几种重要的引起危及生命的感染的人类病原体无症状地存在于鼻咽/口咽(NP/OP)中。DNA 提取是用于在 NP/OP 中鉴定病原体的大多数非培养依赖技术的前提。然而,DNA 提取试剂盒的成分不同,因此性能存在差异。我们比较了使用已停产的 DNeasy PowerSoil 试剂盒(试剂盒 DP)和 DNeasy PowerLyzer PowerSoil 试剂盒(试剂盒 DPP)从同一组 103 个 NP/OP 样本中提取的 DNA 浓度和三种病原体的检测。
使用两种试剂盒从相同的 103 个 NP/OP 样本中提取 DNA。使用 Qubit 2.0 荧光计测量 DNA 浓度。使用 QuantStudio 7-flex 系统进行实时聚合酶链反应(RT-PCR),以检测三种病原体:肺炎链球菌、流感嗜血杆菌和脑膜炎奈瑟菌。Bland-Altman 统计和图用于确定两种试剂盒的阈值循环(Ct)值的一致性。

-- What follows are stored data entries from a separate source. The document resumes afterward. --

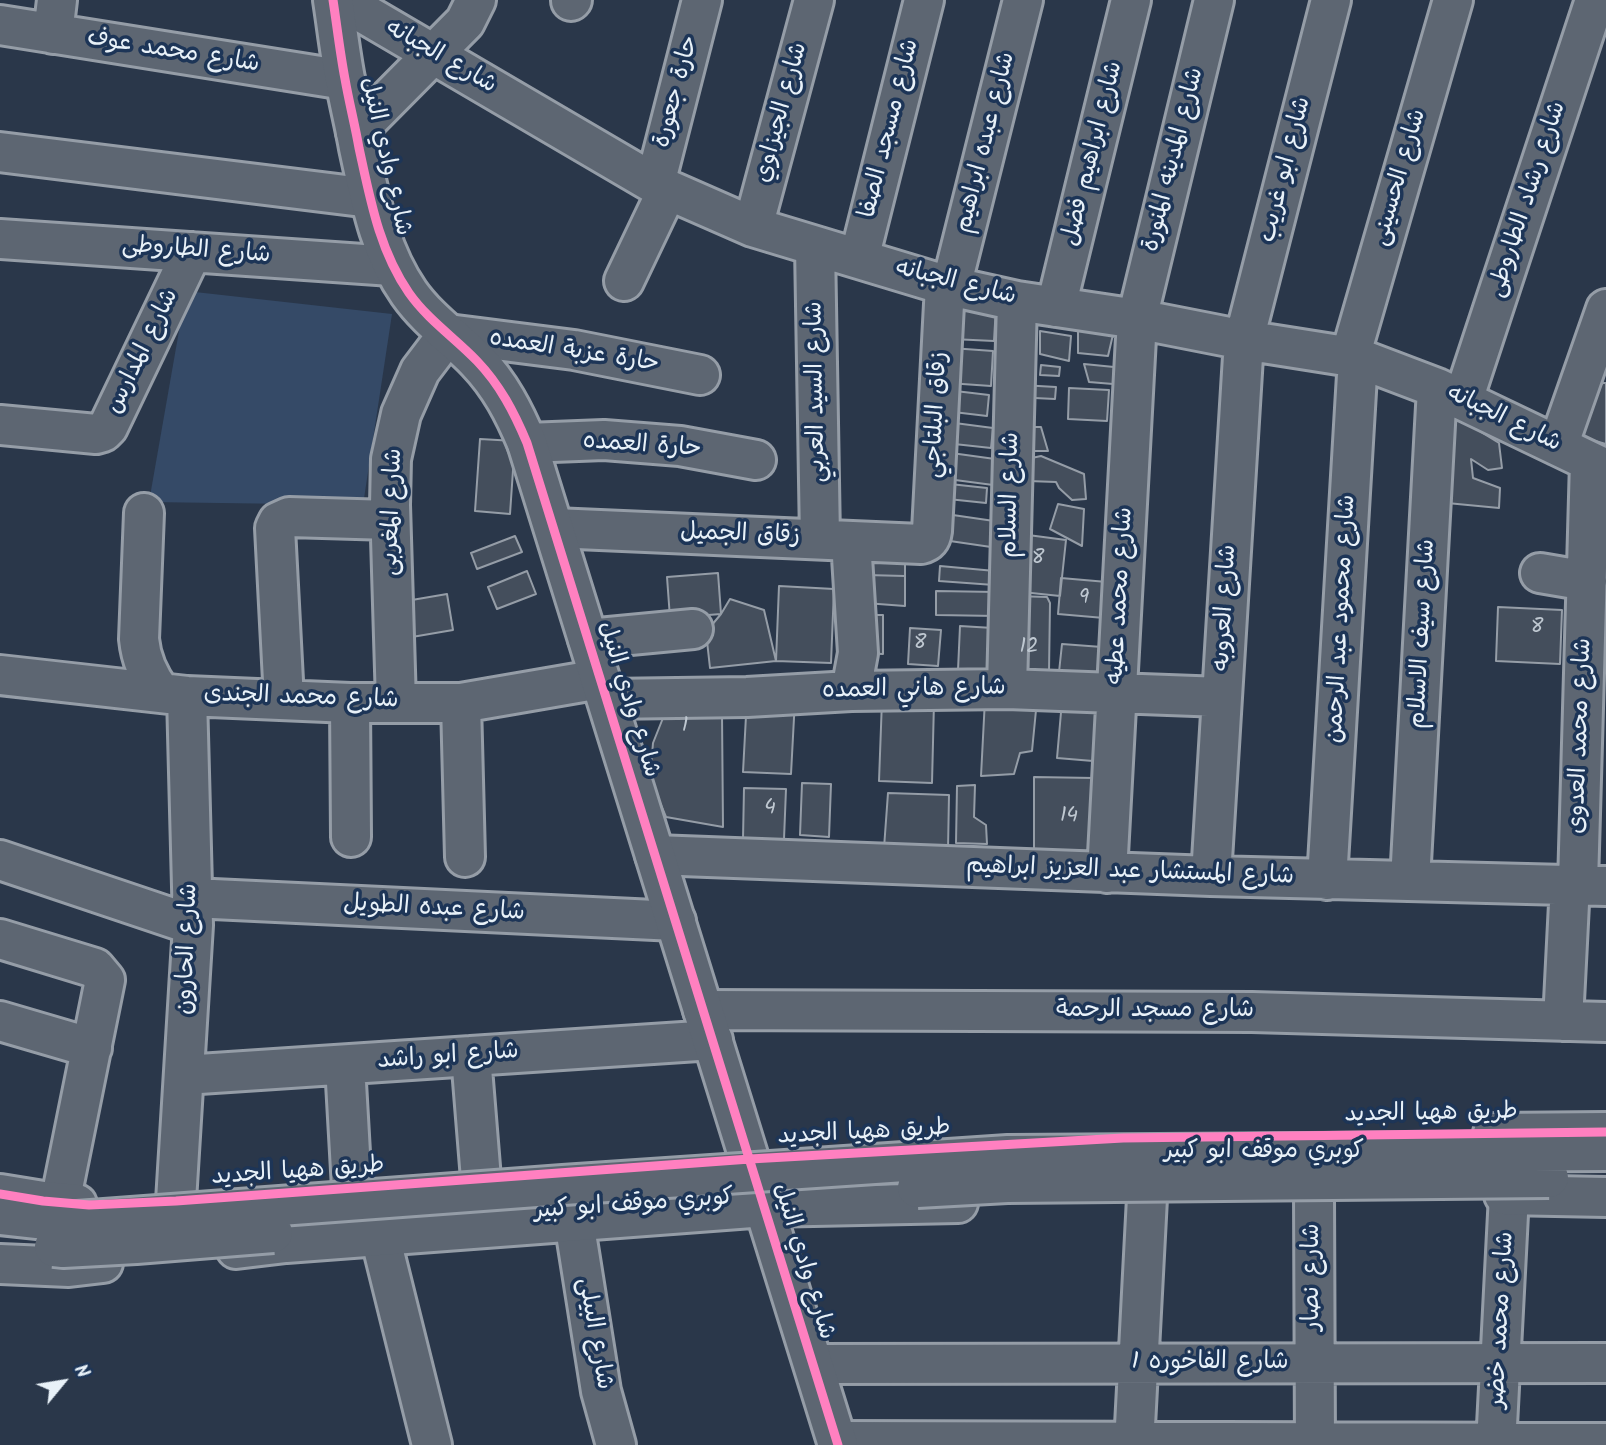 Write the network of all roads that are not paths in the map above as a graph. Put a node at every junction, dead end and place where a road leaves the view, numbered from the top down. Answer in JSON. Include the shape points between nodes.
{"nodes":[{"id":1,"x":333,"y":0,"type":"edge"},
{"id":2,"x":341,"y":0,"type":"edge"},
{"id":3,"x":476,"y":0,"type":"edge"},
{"id":4,"x":702,"y":0,"type":"edge"},
{"id":5,"x":814,"y":0,"type":"edge"},
{"id":6,"x":924,"y":0,"type":"edge"},
{"id":7,"x":1023,"y":0,"type":"edge"},
{"id":8,"x":1214,"y":0,"type":"edge"},
{"id":9,"x":1331,"y":0,"type":"edge"},
{"id":10,"x":1452,"y":0,"type":"edge"},
{"id":11,"x":1595,"y":0,"type":"edge"},
{"id":12,"x":1126,"y":2,"type":"edge"},
{"id":13,"x":55,"y":17,"type":"edge"},
{"id":14,"x":0,"y":25,"type":"edge"},
{"id":15,"x":434,"y":54,"type":"junction"},
{"id":16,"x":345,"y":80,"type":"junction"},
{"id":17,"x":356,"y":132,"type":"junction"},
{"id":18,"x":0,"y":152,"type":"edge"},
{"id":19,"x":661,"y":187,"type":"junction"},
{"id":20,"x":370,"y":198,"type":"junction"},
{"id":21,"x":753,"y":227,"type":"junction"},
{"id":22,"x":0,"y":239,"type":"edge"},
{"id":23,"x":816,"y":246,"type":"junction"},
{"id":24,"x":192,"y":252,"type":"junction"},
{"id":25,"x":859,"y":258,"type":"junction"},
{"id":26,"x":392,"y":266,"type":"junction"},
{"id":27,"x":624,"y":281,"type":"dead end"},
{"id":28,"x":948,"y":286,"type":"junction"},
{"id":29,"x":1017,"y":301,"type":"junction"},
{"id":30,"x":1056,"y":307,"type":"junction"},
{"id":31,"x":1606,"y":309,"type":"edge"},
{"id":32,"x":1137,"y":319,"type":"junction"},
{"id":33,"x":448,"y":334,"type":"junction"},
{"id":34,"x":1244,"y":340,"type":"junction"},
{"id":35,"x":1354,"y":357,"type":"junction"},
{"id":36,"x":700,"y":375,"type":"dead end"},
{"id":37,"x":1450,"y":394,"type":"junction"},
{"id":38,"x":0,"y":425,"type":"edge"},
{"id":39,"x":527,"y":443,"type":"junction"},
{"id":40,"x":1585,"y":459,"type":"edge"},
{"id":41,"x":756,"y":460,"type":"dead end"},
{"id":42,"x":144,"y":513,"type":"dead end"},
{"id":43,"x":390,"y":520,"type":"junction"},
{"id":44,"x":554,"y":528,"type":"junction"},
{"id":45,"x":835,"y":540,"type":"junction"},
{"id":46,"x":927,"y":542,"type":"joint"},
{"id":47,"x":1541,"y":573,"type":"dead end"},
{"id":48,"x":1587,"y":581,"type":"junction"},
{"id":49,"x":693,"y":629,"type":"dead end"},
{"id":50,"x":588,"y":639,"type":"junction"},
{"id":51,"x":0,"y":674,"type":"edge"},
{"id":52,"x":603,"y":689,"type":"junction"},
{"id":53,"x":1007,"y":689,"type":"junction"},
{"id":54,"x":851,"y":691,"type":"junction"},
{"id":55,"x":1117,"y":692,"type":"junction"},
{"id":56,"x":174,"y":695,"type":"junction"},
{"id":57,"x":1222,"y":697,"type":"junction"},
{"id":58,"x":284,"y":700,"type":"junction"},
{"id":59,"x":350,"y":703,"type":"junction"},
{"id":60,"x":396,"y":703,"type":"junction"},
{"id":61,"x":461,"y":703,"type":"junction"},
{"id":62,"x":1595,"y":713,"type":"edge"},
{"id":63,"x":351,"y":837,"type":"dead end"},
{"id":64,"x":655,"y":855,"type":"junction"},
{"id":65,"x":465,"y":857,"type":"dead end"},
{"id":66,"x":0,"y":860,"type":"edge"},
{"id":67,"x":1107,"y":873,"type":"junction"},
{"id":68,"x":1211,"y":876,"type":"junction"},
{"id":69,"x":1328,"y":880,"type":"junction"},
{"id":70,"x":1410,"y":881,"type":"junction"},
{"id":71,"x":1585,"y":884,"type":"edge"},
{"id":72,"x":192,"y":912,"type":"junction"},
{"id":73,"x":676,"y":921,"type":"junction"},
{"id":74,"x":0,"y":939,"type":"edge"},
{"id":75,"x":0,"y":1021,"type":"edge"},
{"id":76,"x":1563,"y":1021,"type":"junction"},
{"id":77,"x":1606,"y":1022,"type":"edge"},
{"id":78,"x":708,"y":1025,"type":"junction"},
{"id":79,"x":92,"y":1048,"type":"junction"},
{"id":80,"x":471,"y":1056,"type":"junction"},
{"id":81,"x":345,"y":1065,"type":"junction"},
{"id":82,"x":184,"y":1075,"type":"junction"},
{"id":83,"x":1606,"y":1132,"type":"edge"},
{"id":84,"x":1606,"y":1151,"type":"edge"},
{"id":85,"x":750,"y":1159,"type":"junction"},
{"id":86,"x":1606,"y":1178,"type":"edge"},
{"id":87,"x":481,"y":1179,"type":"junction"},
{"id":88,"x":352,"y":1188,"type":"junction"},
{"id":89,"x":0,"y":1194,"type":"edge"},
{"id":90,"x":1314,"y":1194,"type":"junction"},
{"id":91,"x":1509,"y":1195,"type":"junction"},
{"id":92,"x":1606,"y":1197,"type":"edge"},
{"id":93,"x":1147,"y":1198,"type":"junction"},
{"id":94,"x":176,"y":1202,"type":"junction"},
{"id":95,"x":60,"y":1203,"type":"junction"},
{"id":96,"x":765,"y":1208,"type":"junction"},
{"id":97,"x":0,"y":1214,"type":"edge"},
{"id":98,"x":574,"y":1221,"type":"junction"},
{"id":99,"x":380,"y":1236,"type":"junction"},
{"id":100,"x":0,"y":1241,"type":"edge"},
{"id":101,"x":0,"y":1264,"type":"edge"},
{"id":102,"x":1315,"y":1363,"type":"junction"},
{"id":103,"x":1500,"y":1363,"type":"junction"},
{"id":104,"x":1606,"y":1363,"type":"edge"},
{"id":105,"x":814,"y":1364,"type":"junction"},
{"id":106,"x":1138,"y":1364,"type":"junction"},
{"id":107,"x":838,"y":1443,"type":"edge"},
{"id":108,"x":1134,"y":1443,"type":"edge"},
{"id":109,"x":1315,"y":1443,"type":"edge"},
{"id":110,"x":1606,"y":1443,"type":"edge"},
{"id":111,"x":1496,"y":1444,"type":"edge"},
{"id":112,"x":432,"y":1445,"type":"edge"},
{"id":113,"x":616,"y":1445,"type":"edge"}],
"edges":[{"from":1,"to":16,"type":"street","name":"شارع وادي النيل"},
{"from":2,"to":15,"type":"street","name":"شارع الجبانه"},
{"from":3,"to":15,"type":"street","via":[[465,22]]},
{"from":4,"to":19,"type":"street","name":"حارة جعورة"},
{"from":5,"to":21,"type":"street","name":"شارع الجيزاوي"},
{"from":6,"to":25,"type":"street","name":"شارع مسجد الصفا"},
{"from":7,"to":28,"type":"street","name":"شارع عبده ابراهيم"},
{"from":8,"to":32,"type":"street","name":"شارع المدينه المنورة"},
{"from":9,"to":34,"type":"street","name":"شارع ابو غريب"},
{"from":10,"to":35,"type":"street","name":"شارع الحسينى"},
{"from":11,"to":37,"type":"street","name":"شارع رشاد الطاروطى"},
{"from":12,"to":30,"type":"street","name":"شارع ابراهيم فضل"},
{"from":13,"to":14,"type":"street","name":"شارع محمد عوف"},
{"from":13,"to":16,"type":"street","name":"شارع محمد عوف"},
{"from":15,"to":17,"type":"street"},
{"from":15,"to":19,"type":"street","name":"شارع الجبانه"},
{"from":16,"to":17,"type":"street","name":"شارع وادي النيل"},
{"from":17,"to":20,"type":"street","name":"شارع وادي النيل"},
{"from":18,"to":20,"type":"street"},
{"from":19,"to":21,"type":"street","name":"شارع الجبانه"},
{"from":19,"to":27,"type":"street","name":"حارة جعورة"},
{"from":20,"to":26,"type":"street","name":"شارع وادي النيل"},
{"from":21,"to":23,"type":"street","name":"شارع الجبانه"},
{"from":22,"to":24,"type":"street","name":"شارع الطاروطى"},
{"from":23,"to":25,"type":"street","name":"شارع الجبانه"},
{"from":23,"to":45,"type":"street","name":"شارع السيد العربي"},
{"from":24,"to":26,"type":"street","name":"شارع الطاروطى"},
{"from":24,"to":38,"type":"street","name":"شارع المدارس","via":[[103,432]]},
{"from":25,"to":28,"type":"street","name":"شارع الجبانه"},
{"from":26,"to":33,"type":"street","name":"شارع وادي النيل","via":[[427,316]]},
{"from":28,"to":29,"type":"street","name":"شارع الجبانه"},
{"from":28,"to":46,"type":"street","name":"زقاق البلتاجي","via":[[932,538]]},
{"from":29,"to":30,"type":"street","name":"شارع الجبانه"},
{"from":29,"to":53,"type":"street","name":"شارع السلام"},
{"from":30,"to":32,"type":"street","name":"شارع الجبانه"},
{"from":31,"to":40,"type":"street","name":"شارع محمد العدوى"},
{"from":32,"to":34,"type":"street","name":"شارع الجبانه"},
{"from":32,"to":55,"type":"street","name":"شارع محمد عطيه"},
{"from":33,"to":36,"type":"street","name":"حارة عزبة العمده","via":[[574,350]]},
{"from":33,"to":39,"type":"street","name":"شارع وادي النيل","via":[[499,387]]},
{"from":33,"to":43,"type":"street","name":"شارع المغربى","via":[[420,371],[401,414],[391,459]]},
{"from":34,"to":35,"type":"street","name":"شارع الجبانه"},
{"from":34,"to":57,"type":"street","name":"شارع العروبه"},
{"from":35,"to":37,"type":"street","name":"شارع الجبانه"},
{"from":35,"to":69,"type":"street","name":"شارع محمود عبد الرحمن"},
{"from":37,"to":40,"type":"street","name":"شارع الجبانه"},
{"from":37,"to":70,"type":"street","name":"شارع سيف الاسلام"},
{"from":39,"to":41,"type":"street","name":"حارة العمده","via":[[604,440],[680,446]]},
{"from":39,"to":44,"type":"street","name":"شارع وادي النيل"},
{"from":40,"to":48,"type":"street","name":"شارع محمد العدوى"},
{"from":42,"to":56,"type":"street","via":[[141,654],[145,668]]},
{"from":43,"to":58,"type":"street","via":[[289,517],[275,528]]},
{"from":43,"to":60,"type":"street","name":"شارع المغربى"},
{"from":44,"to":45,"type":"street","name":"زقاق الجميل"},
{"from":44,"to":50,"type":"street","name":"شارع وادي النيل"},
{"from":45,"to":46,"type":"street","name":"زقاق الجميل"},
{"from":45,"to":54,"type":"street","name":"شارع السيد العربي","via":[[858,653]]},
{"from":47,"to":48,"type":"street"},
{"from":48,"to":62,"type":"street","name":"شارع محمد العدوى"},
{"from":49,"to":50,"type":"street"},
{"from":50,"to":52,"type":"street","name":"شارع وادي النيل"},
{"from":51,"to":56,"type":"street","name":"شارع محمد الجندى"},
{"from":52,"to":54,"type":"street","name":"شارع هاني العمده","via":[[747,696]]},
{"from":52,"to":61,"type":"street","name":"شارع محمد الجندى"},
{"from":52,"to":64,"type":"street","name":"شارع وادي النيل"},
{"from":53,"to":54,"type":"street","name":"شارع هاني العمده"},
{"from":53,"to":55,"type":"street","name":"شارع هاني العمده"},
{"from":55,"to":57,"type":"street","name":"شارع هاني العمده"},
{"from":55,"to":67,"type":"street","name":"شارع محمد عطيه"},
{"from":56,"to":58,"type":"street","name":"شارع محمد الجندى"},
{"from":56,"to":72,"type":"street","name":"شارع الحارون"},
{"from":57,"to":68,"type":"street","name":"شارع العروبه"},
{"from":58,"to":59,"type":"street","name":"شارع محمد الجندى"},
{"from":59,"to":60,"type":"street","name":"شارع محمد الجندى"},
{"from":59,"to":63,"type":"street"},
{"from":60,"to":61,"type":"street","name":"شارع محمد الجندى"},
{"from":61,"to":65,"type":"street"},
{"from":62,"to":71,"type":"street","name":"شارع محمد العدوى"},
{"from":64,"to":67,"type":"street","name":"شارع المستشار عبد العزيز ابراهيم"},
{"from":64,"to":73,"type":"street","name":"شارع وادي النيل"},
{"from":66,"to":72,"type":"street","name":"شارع عبده الطويل"},
{"from":67,"to":68,"type":"street","name":"شارع المستشار عبد العزيز ابراهيم"},
{"from":68,"to":69,"type":"street","name":"شارع المستشار عبد العزيز ابراهيم"},
{"from":69,"to":70,"type":"street","name":"شارع المستشار عبد العزيز ابراهيم"},
{"from":70,"to":71,"type":"street","name":"شارع المستشار عبد العزيز ابراهيم"},
{"from":71,"to":76,"type":"street","name":"شارع محمد العدوى"},
{"from":72,"to":73,"type":"street","name":"شارع عبده الطويل"},
{"from":72,"to":82,"type":"street","name":"شارع الحارون"},
{"from":73,"to":78,"type":"street","name":"شارع وادي النيل"},
{"from":74,"to":79,"type":"street","via":[[95,968],[105,980]]},
{"from":75,"to":79,"type":"street"},
{"from":76,"to":77,"type":"street","name":"شارع مسجد الرحمة"},
{"from":76,"to":78,"type":"street","name":"شارع مسجد الرحمة","via":[[1252,1012]]},
{"from":78,"to":80,"type":"street","name":"شارع ابو راشد"},
{"from":78,"to":85,"type":"street","name":"شارع وادي النيل"},
{"from":79,"to":95,"type":"street"},
{"from":80,"to":81,"type":"street","name":"شارع ابو راشد"},
{"from":80,"to":87,"type":"street"},
{"from":81,"to":82,"type":"street","name":"شارع ابو راشد"},
{"from":81,"to":88,"type":"street"},
{"from":82,"to":94,"type":"street","name":"شارع الحارون"},
{"from":83,"to":85,"type":"street","name":"طريق ههيا الجديد","via":[[1123,1138]]},
{"from":84,"to":97,"type":"street","name":"كوبري موقف ابو كبير","bridge":true,"via":[[1008,1156],[64,1222]]},
{"from":85,"to":87,"type":"street","name":"طريق ههيا الجديد"},
{"from":85,"to":96,"type":"street","name":"شارع وادي النيل"},
{"from":86,"to":100,"type":"street","name":"كوبري موقف ابو كبير","bridge":true,"via":[[1007,1183],[560,1210],[136,1244],[63,1248]]},
{"from":87,"to":88,"type":"street","name":"طريق ههيا الجديد"},
{"from":88,"to":94,"type":"street","name":"طريق ههيا الجديد"},
{"from":89,"to":95,"type":"street","name":"طريق ههيا الجديد"},
{"from":90,"to":91,"type":"street"},
{"from":90,"to":93,"type":"street"},
{"from":90,"to":102,"type":"street","name":"شارع نصار"},
{"from":91,"to":92,"type":"street"},
{"from":91,"to":103,"type":"street","name":"شارع محمد خضر"},
{"from":93,"to":96,"type":"street"},
{"from":93,"to":106,"type":"street"},
{"from":94,"to":95,"type":"street","name":"طريق ههيا الجديد"},
{"from":96,"to":98,"type":"street"},
{"from":96,"to":105,"type":"street","name":"شارع وادي النيل"},
{"from":98,"to":99,"type":"street"},
{"from":98,"to":113,"type":"street","name":"شارع البيلى","via":[[601,1391]]},
{"from":99,"to":101,"type":"street","via":[[69,1267]]},
{"from":99,"to":112,"type":"street"},
{"from":102,"to":103,"type":"street","name":"شارع الفاخوره 1"},
{"from":102,"to":106,"type":"street","name":"شارع الفاخوره 1"},
{"from":102,"to":109,"type":"street","name":"شارع نصار"},
{"from":103,"to":104,"type":"street","name":"شارع الفاخوره 1"},
{"from":103,"to":111,"type":"street","name":"شارع محمد خضر"},
{"from":105,"to":106,"type":"street","name":"شارع الفاخوره 1"},
{"from":105,"to":107,"type":"street","name":"شارع وادي النيل"},
{"from":106,"to":108,"type":"street"},
{"from":107,"to":108,"type":"street"},
{"from":108,"to":109,"type":"street"},
{"from":109,"to":111,"type":"street"},
{"from":110,"to":111,"type":"street"}]}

试剂盒 DPP 的平均 DNA 浓度高于试剂盒 DP;1235.6ng/ml(SD=1368.3)比 884.9ng/ml(SD=1095.3),p=0.002。使用 40 的 Ct 值作为阳性的截止值,肺炎链球菌的一致性为 82%(84/102);94%(96/103)为脑膜炎奈瑟菌,92%(95/103)为流感嗜血杆菌。对于所有病原体,试剂盒 DP 相对于试剂盒 DPP 的 Ct 值呈比例升高。肺炎链球菌的测量 Ct 值偏倚为+2.4(95%CI,1.9-3.0),脑膜炎奈瑟菌为+1.4(95%CI,0.9-1.9),流感嗜血杆菌为+1.4(95%CI,0.2-2.5)。
使用试剂盒 DPP 获得的更高 DNA 浓度可能会增加恢复低丰度细菌的机会。革兰氏阴性菌流感嗜血杆菌和脑膜炎奈瑟菌的超过 90%的样本的 PCR 结果具有可重复性。当比较使用两种试剂盒的研究时,必须考虑试剂盒的 Ct 值变化。